● **Aim of the exercise**
All of the data, except its images, should be set down exactly as it appears.

● **Given entries**
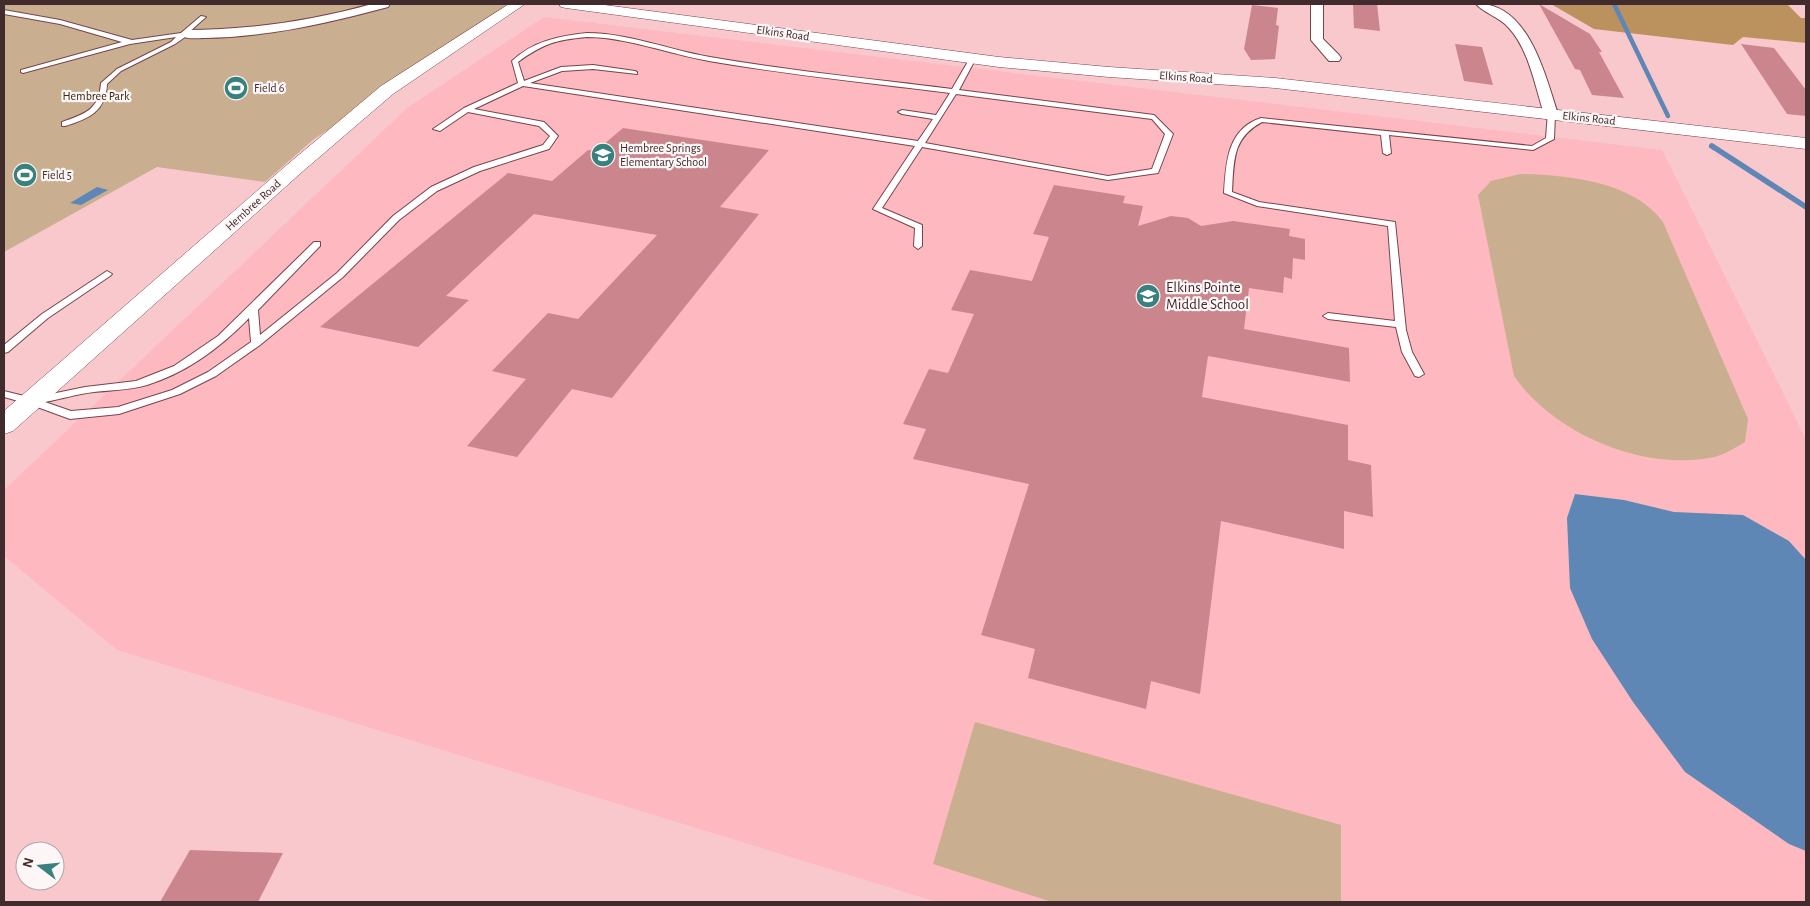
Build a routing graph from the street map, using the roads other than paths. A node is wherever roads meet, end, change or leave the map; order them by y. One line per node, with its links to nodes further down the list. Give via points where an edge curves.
1 (384, 4): 8 (street, via 288,27)
2 (518, 4): 36 (street, Hembree Road, via 387,90)
3 (566, 4): 10 (street, Elkins Road)
4 (1317, 4): 11 (street, via 1317,40)
5 (1482, 4): 18 (street, via 1499,12 1517,29 1527,46)
6 (4, 12): 9 (lane, via 60,22)
7 (203, 17): 8 (lane)
8 (186, 34): 9 (lane); 20 (lane, via 119,70 104,83 104,97 97,107)
9 (132, 42): 12 (lane)
10 (973, 58): 15 (lane); 18 (street, Elkins Road, via 1109,72 1284,84)
11 (1334, 58)
12 (23, 71)
13 (635, 73): 14 (lane, via 593,67 561,69)
14 (522, 84): 15 (lane, via 515,61 536,46 564,37 608,35 679,54 743,65); 16 (lane); 23 (lane)
15 (955, 91): 19 (lane); 23 (lane, via 1154,117 1169,134 1155,171 1108,178)
16 (467, 110): 21 (lane); 32 (lane, via 542,124 554,136 546,147 477,169 434,189 396,218 340,275)
17 (902, 112): 19 (lane)
18 (1551, 114): 22 (lane, via 1550,139 1533,148); 24 (street, Elkins Road)
19 (938, 117): 23 (lane)
20 (65, 124)
21 (437, 129)
22 (1385, 134): 25 (lane); 31 (lane, via 1261,120 1248,126 1233,144 1228,193 1257,204 1392,224)
23 (920, 144): 27 (lane, via 877,209 919,227)
24 (1806, 144)
25 (1387, 153)
26 (317, 244): 29 (lane)
27 (918, 246)
28 (108, 274): 33 (lane, via 44,316)
29 (253, 309): 32 (lane); 36 (lane, via 207,350 183,366 152,380)
30 (1328, 316): 31 (lane)
31 (1400, 326): 34 (lane, via 1404,344)
32 (256, 343): 36 (lane, via 212,374 176,392 119,410 70,415)
33 (4, 350)
34 (1419, 374)
35 (4, 394): 36 (lane)
36 (32, 401): 37 (street, Hembree Road)
37 (4, 424)

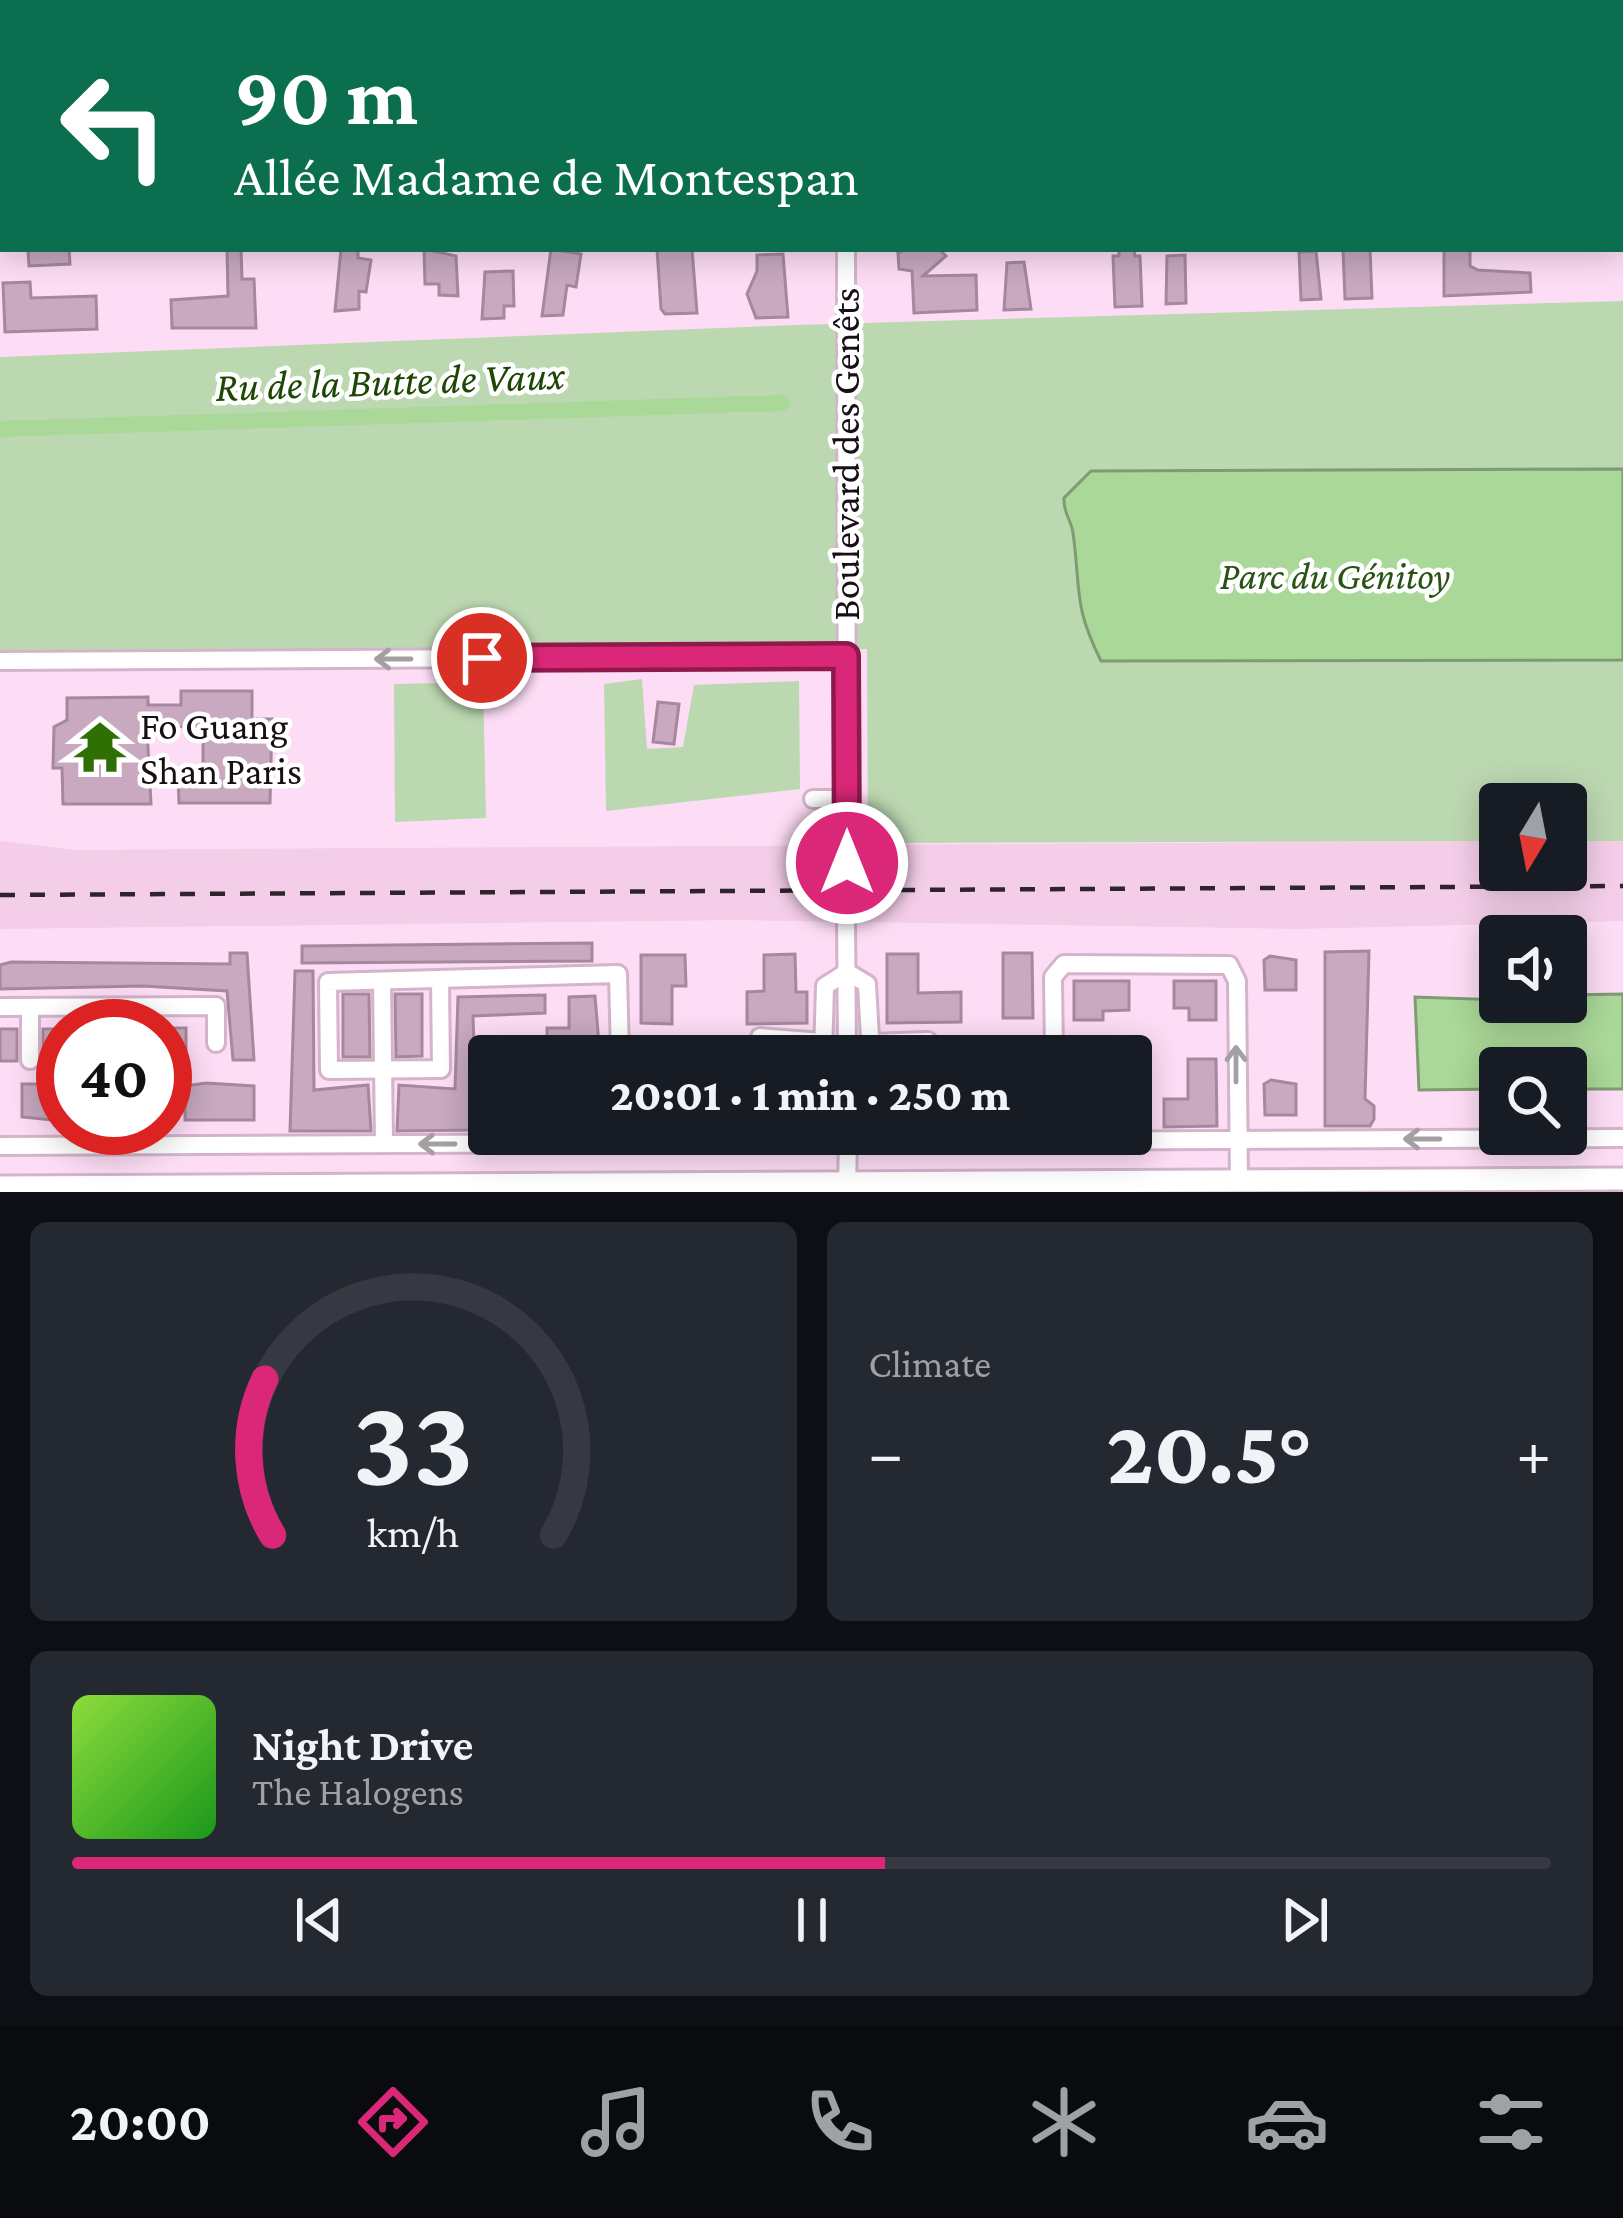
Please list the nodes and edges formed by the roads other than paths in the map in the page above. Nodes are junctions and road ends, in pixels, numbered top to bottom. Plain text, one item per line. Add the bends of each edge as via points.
1 (843, 253) edge
2 (846, 656) junction
3 (0, 661) edge
4 (813, 800) dead end
5 (847, 800) junction
6 (847, 972) junction
7 (440, 979) junction
8 (382, 981) junction
9 (192, 1006) edge
10 (0, 1007) edge
11 (30, 1007) junction
12 (36, 1007) edge
13 (619, 1035) edge
14 (823, 1035) edge
15 (848, 1035) edge
16 (871, 1035) edge
17 (1054, 1035) edge
18 (216, 1043) dead end
19 (30, 1060) dead end
20 (383, 1070) junction
21 (1623, 1138) edge
22 (1152, 1139) edge
23 (1237, 1140) junction
24 (468, 1142) edge
25 (384, 1144) junction
26 (0, 1146) edge
27 (848, 1155) edge
28 (1623, 1179) edge
29 (1239, 1181) junction
30 (0, 1187) edge
31 (848, 1187) edge

1 - 2 street, Boulevard des Genêts
2 -> 3 street
2 - 5 street, Boulevard des Genêts
4 - 5 street
5 - 6 street, Boulevard des Genêts, bridge
6 - 14 street via 825,986
6 - 15 street
6 - 16 street via 867,984
7 - 8 street
7 - 13 street via 618,974
7 - 20 street via 441,1070
8 - 20 street
8 - 20 street via 328,982 329,1070
9 - 18 street via 215,1006
10 - 11 street
11 - 12 street
11 - 19 street
23 -> 17 street via 1237,982 1222,962 1064,964 1053,977
20 - 25 street
21 -> 23 street
22 - 23 street
23 - 29 street
24 -> 25 street
25 - 26 street
27 - 31 street
28 - 29 main road
29 - 31 main road
30 - 31 main road

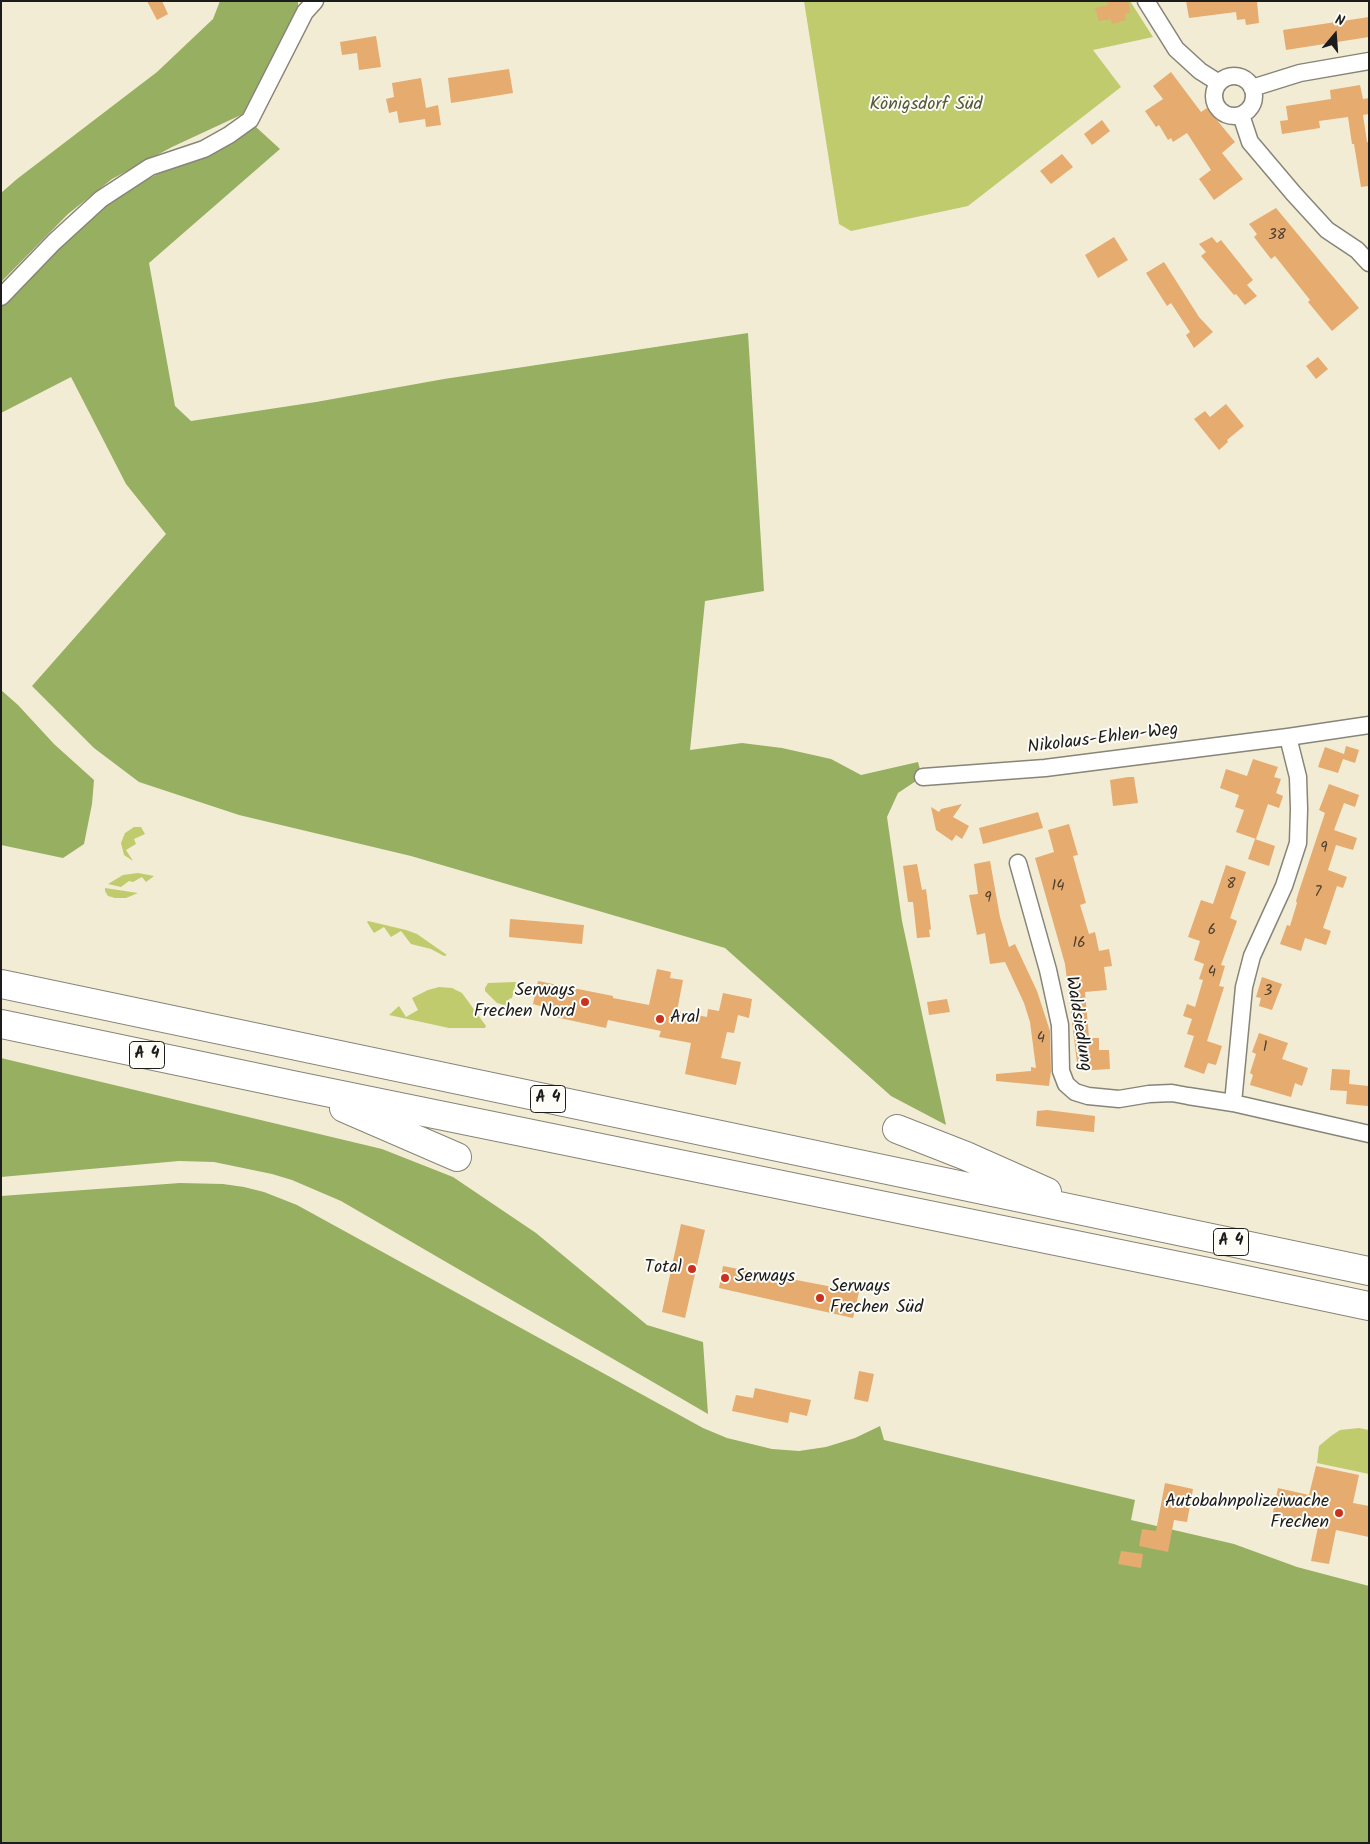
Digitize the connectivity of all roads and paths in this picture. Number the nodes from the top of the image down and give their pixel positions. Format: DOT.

● **Written answer**
Build a routing graph from the street map, using the roads other than paths. A node is wherever roads meet, end, change or leave the map; order them by y. One line per node, with its links to nodes further down the list. Give via points where an edge curves.
1 (384, 4): 8 (street, via 288,27)
2 (518, 4): 36 (street, Hembree Road, via 387,90)
3 (566, 4): 10 (street, Elkins Road)
4 (1317, 4): 11 (street, via 1317,40)
5 (1482, 4): 18 (street, via 1499,12 1517,29 1527,46)
6 (4, 12): 9 (lane, via 60,22)
7 (203, 17): 8 (lane)
8 (186, 34): 9 (lane); 20 (lane, via 119,70 104,83 104,97 97,107)
9 (132, 42): 12 (lane)
10 (973, 58): 15 (lane); 18 (street, Elkins Road, via 1109,72 1284,84)
11 (1334, 58)
12 (23, 71)
13 (635, 73): 14 (lane, via 593,67 561,69)
14 (522, 84): 15 (lane, via 515,61 536,46 564,37 608,35 679,54 743,65); 16 (lane); 23 (lane)
15 (955, 91): 19 (lane); 23 (lane, via 1154,117 1169,134 1155,171 1108,178)
16 (467, 110): 21 (lane); 32 (lane, via 542,124 554,136 546,147 477,169 434,189 396,218 340,275)
17 (902, 112): 19 (lane)
18 (1551, 114): 22 (lane, via 1550,139 1533,148); 24 (street, Elkins Road)
19 (938, 117): 23 (lane)
20 (65, 124)
21 (437, 129)
22 (1385, 134): 25 (lane); 31 (lane, via 1261,120 1248,126 1233,144 1228,193 1257,204 1392,224)
23 (920, 144): 27 (lane, via 877,209 919,227)
24 (1806, 144)
25 (1387, 153)
26 (317, 244): 29 (lane)
27 (918, 246)
28 (108, 274): 33 (lane, via 44,316)
29 (253, 309): 32 (lane); 36 (lane, via 207,350 183,366 152,380)
30 (1328, 316): 31 (lane)
31 (1400, 326): 34 (lane, via 1404,344)
32 (256, 343): 36 (lane, via 212,374 176,392 119,410 70,415)
33 (4, 350)
34 (1419, 374)
35 (4, 394): 36 (lane)
36 (32, 401): 37 (street, Hembree Road)
37 (4, 424)

Please list the nodes and edges formed by the roads other than paths in the map in the page above. Nodes are junctions and road ends, in pixels, numbered top to bottom. Plain text, one item per line. Add the bends of each edge as via points.
1 (843, 253) edge
2 (846, 656) junction
3 (0, 661) edge
4 (813, 800) dead end
5 (847, 800) junction
6 (847, 972) junction
7 (440, 979) junction
8 (382, 981) junction
9 (192, 1006) edge
10 (0, 1007) edge
11 (30, 1007) junction
12 (36, 1007) edge
13 (619, 1035) edge
14 (823, 1035) edge
15 (848, 1035) edge
16 (871, 1035) edge
17 (1054, 1035) edge
18 (216, 1043) dead end
19 (30, 1060) dead end
20 (383, 1070) junction
21 (1623, 1138) edge
22 (1152, 1139) edge
23 (1237, 1140) junction
24 (468, 1142) edge
25 (384, 1144) junction
26 (0, 1146) edge
27 (848, 1155) edge
28 (1623, 1179) edge
29 (1239, 1181) junction
30 (0, 1187) edge
31 (848, 1187) edge

1 - 2 street, Boulevard des Genêts
2 -> 3 street
2 - 5 street, Boulevard des Genêts
4 - 5 street
5 - 6 street, Boulevard des Genêts, bridge
6 - 14 street via 825,986
6 - 15 street
6 - 16 street via 867,984
7 - 8 street
7 - 13 street via 618,974
7 - 20 street via 441,1070
8 - 20 street
8 - 20 street via 328,982 329,1070
9 - 18 street via 215,1006
10 - 11 street
11 - 12 street
11 - 19 street
23 -> 17 street via 1237,982 1222,962 1064,964 1053,977
20 - 25 street
21 -> 23 street
22 - 23 street
23 - 29 street
24 -> 25 street
25 - 26 street
27 - 31 street
28 - 29 main road
29 - 31 main road
30 - 31 main road

Digitize the connectivity of all roads and paths in this picture. Number the nodes from the top of the image down and give their pixel positions. Format: DOT.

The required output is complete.